TRY IT — Each line from the one containing "I need the junctions" to the end of the records below should be restated word for word; please leave out all other lines.

INPUT MATERIAL below:

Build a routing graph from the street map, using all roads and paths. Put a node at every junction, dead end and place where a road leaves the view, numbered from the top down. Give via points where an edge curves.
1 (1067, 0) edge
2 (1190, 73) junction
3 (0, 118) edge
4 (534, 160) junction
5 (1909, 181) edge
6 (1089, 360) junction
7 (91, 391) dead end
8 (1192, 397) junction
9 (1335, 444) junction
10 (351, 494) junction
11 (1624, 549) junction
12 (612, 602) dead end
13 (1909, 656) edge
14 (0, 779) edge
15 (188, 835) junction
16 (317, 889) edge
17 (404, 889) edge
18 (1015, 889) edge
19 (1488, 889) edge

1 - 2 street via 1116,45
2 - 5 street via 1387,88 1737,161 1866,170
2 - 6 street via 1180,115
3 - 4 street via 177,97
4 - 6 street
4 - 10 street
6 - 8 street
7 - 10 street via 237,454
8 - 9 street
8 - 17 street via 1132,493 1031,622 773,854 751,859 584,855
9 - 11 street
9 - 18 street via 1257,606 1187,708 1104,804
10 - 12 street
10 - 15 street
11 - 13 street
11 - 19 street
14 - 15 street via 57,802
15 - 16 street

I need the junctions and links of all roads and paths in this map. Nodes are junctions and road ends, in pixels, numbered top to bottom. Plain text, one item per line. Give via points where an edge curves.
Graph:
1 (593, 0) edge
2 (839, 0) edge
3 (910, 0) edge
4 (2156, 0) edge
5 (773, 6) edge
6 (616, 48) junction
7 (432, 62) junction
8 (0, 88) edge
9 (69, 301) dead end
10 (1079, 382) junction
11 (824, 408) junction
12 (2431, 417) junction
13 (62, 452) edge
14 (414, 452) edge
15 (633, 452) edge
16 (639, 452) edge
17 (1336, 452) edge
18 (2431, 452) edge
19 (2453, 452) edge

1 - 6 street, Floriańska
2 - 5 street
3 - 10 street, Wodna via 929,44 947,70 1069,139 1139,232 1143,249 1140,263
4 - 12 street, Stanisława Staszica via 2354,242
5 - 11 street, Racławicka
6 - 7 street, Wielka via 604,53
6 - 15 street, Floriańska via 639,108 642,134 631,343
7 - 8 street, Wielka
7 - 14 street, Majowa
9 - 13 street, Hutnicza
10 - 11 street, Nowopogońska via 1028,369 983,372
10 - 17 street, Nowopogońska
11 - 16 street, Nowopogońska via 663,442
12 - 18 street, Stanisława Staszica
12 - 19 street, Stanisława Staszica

End of INPUT MATERIAL.

SOLUTION TO THIS TASK —
I need the junctions and links of all roads and paths in this map. Nodes are junctions and road ends, in pixels, numbered top to bottom. Plain text, one item per line. Give via points where an edge curves.
Graph:
1 (593, 0) edge
2 (839, 0) edge
3 (910, 0) edge
4 (2156, 0) edge
5 (773, 6) edge
6 (616, 48) junction
7 (432, 62) junction
8 (0, 88) edge
9 (69, 301) dead end
10 (1079, 382) junction
11 (824, 408) junction
12 (2431, 417) junction
13 (62, 452) edge
14 (414, 452) edge
15 (633, 452) edge
16 (639, 452) edge
17 (1336, 452) edge
18 (2431, 452) edge
19 (2453, 452) edge

1 - 6 street, Floriańska
2 - 5 street
3 - 10 street, Wodna via 929,44 947,70 1069,139 1139,232 1143,249 1140,263
4 - 12 street, Stanisława Staszica via 2354,242
5 - 11 street, Racławicka
6 - 7 street, Wielka via 604,53
6 - 15 street, Floriańska via 639,108 642,134 631,343
7 - 8 street, Wielka
7 - 14 street, Majowa
9 - 13 street, Hutnicza
10 - 11 street, Nowopogońska via 1028,369 983,372
10 - 17 street, Nowopogońska
11 - 16 street, Nowopogońska via 663,442
12 - 18 street, Stanisława Staszica
12 - 19 street, Stanisława Staszica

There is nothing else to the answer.